*Exercise description*:
For the records that follow, restate each one word for word and leave the images behind.

Data entries:
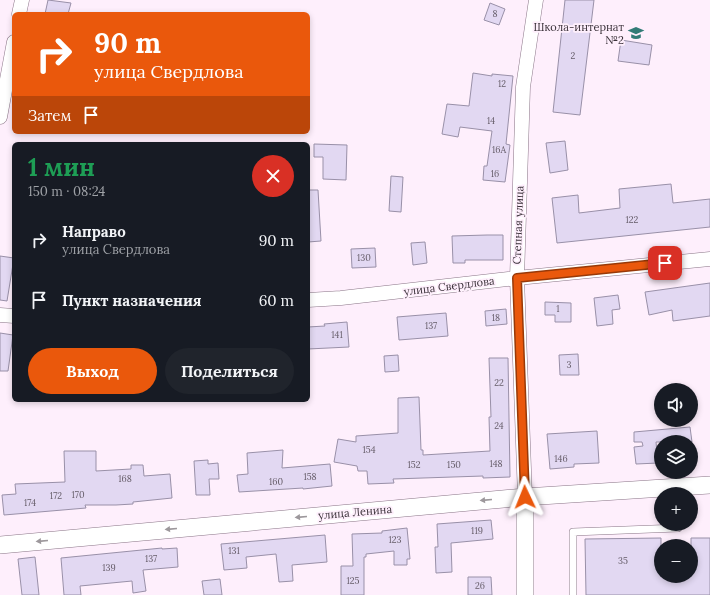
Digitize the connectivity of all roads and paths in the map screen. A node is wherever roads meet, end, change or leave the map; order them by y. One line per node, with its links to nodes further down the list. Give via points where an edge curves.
1 (22, 0): 3 (street)
2 (536, 0): 7 (street, Степная улица, via 523,87)
3 (20, 12)
4 (12, 53): 5 (street)
5 (0, 117)
6 (710, 259): 7 (street, улица Свердлова)
7 (517, 278): 8 (street, улица Свердлова); 12 (street, Степная улица)
8 (310, 300)
9 (0, 315): 10 (street)
10 (12, 316)
11 (710, 485): 12 (street, улица Ленина)
12 (525, 497): 14 (street, улица Ленина, one-way to 14); 15 (street, Степная улица)
13 (654, 529): 16 (lane, via 573,532)
14 (0, 545)
15 (525, 595)
16 (573, 595)

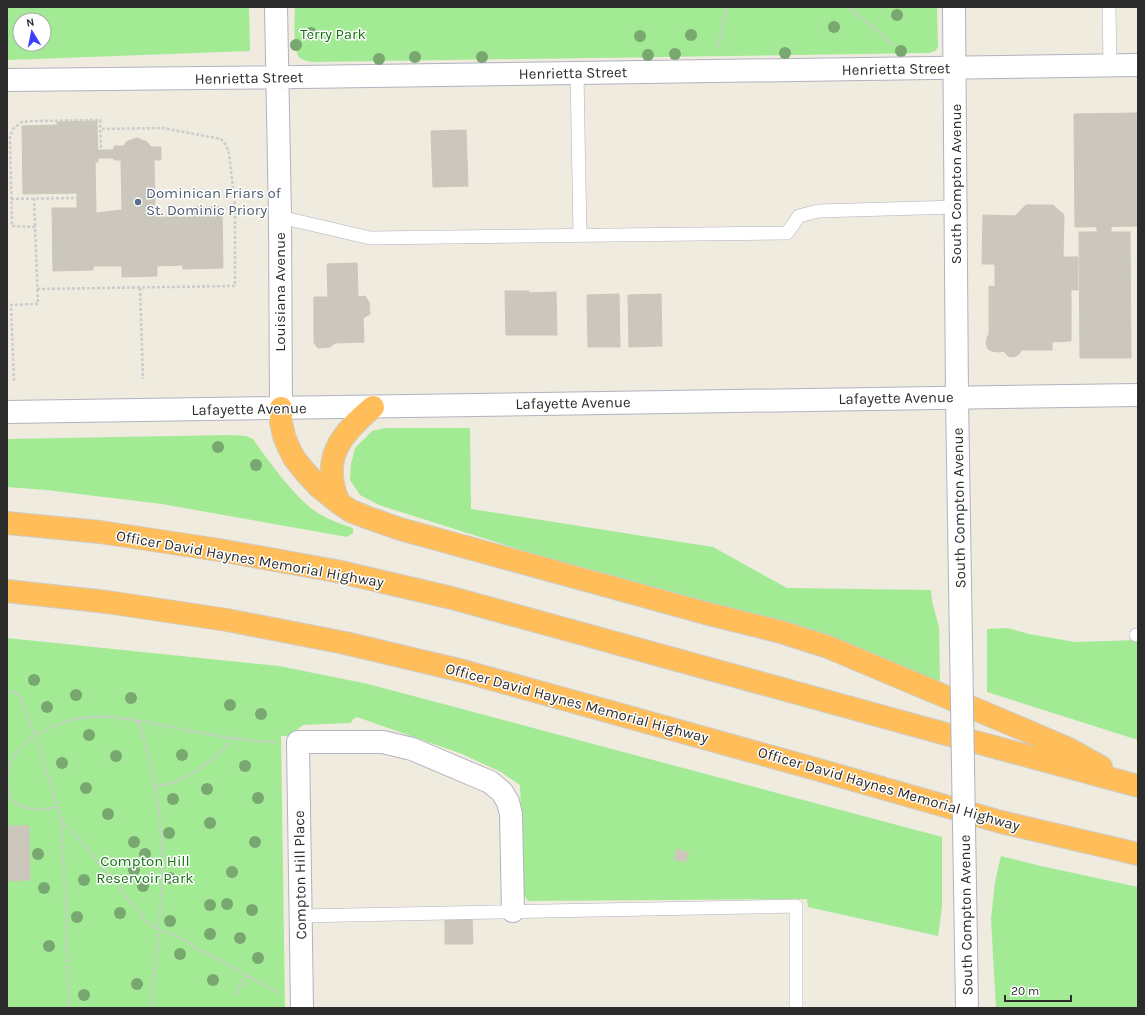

*Answer to this task*:
Digitize the connectivity of all roads and paths in the map screen. A node is wherever roads meet, end, change or leave the map; order them by y. One line per node, with its links to nodes further down the list. Give via points where an edge curves.
1 (22, 0): 3 (street)
2 (536, 0): 7 (street, Степная улица, via 523,87)
3 (20, 12)
4 (12, 53): 5 (street)
5 (0, 117)
6 (710, 259): 7 (street, улица Свердлова)
7 (517, 278): 8 (street, улица Свердлова); 12 (street, Степная улица)
8 (310, 300)
9 (0, 315): 10 (street)
10 (12, 316)
11 (710, 485): 12 (street, улица Ленина)
12 (525, 497): 14 (street, улица Ленина, one-way to 14); 15 (street, Степная улица)
13 (654, 529): 16 (lane, via 573,532)
14 (0, 545)
15 (525, 595)
16 (573, 595)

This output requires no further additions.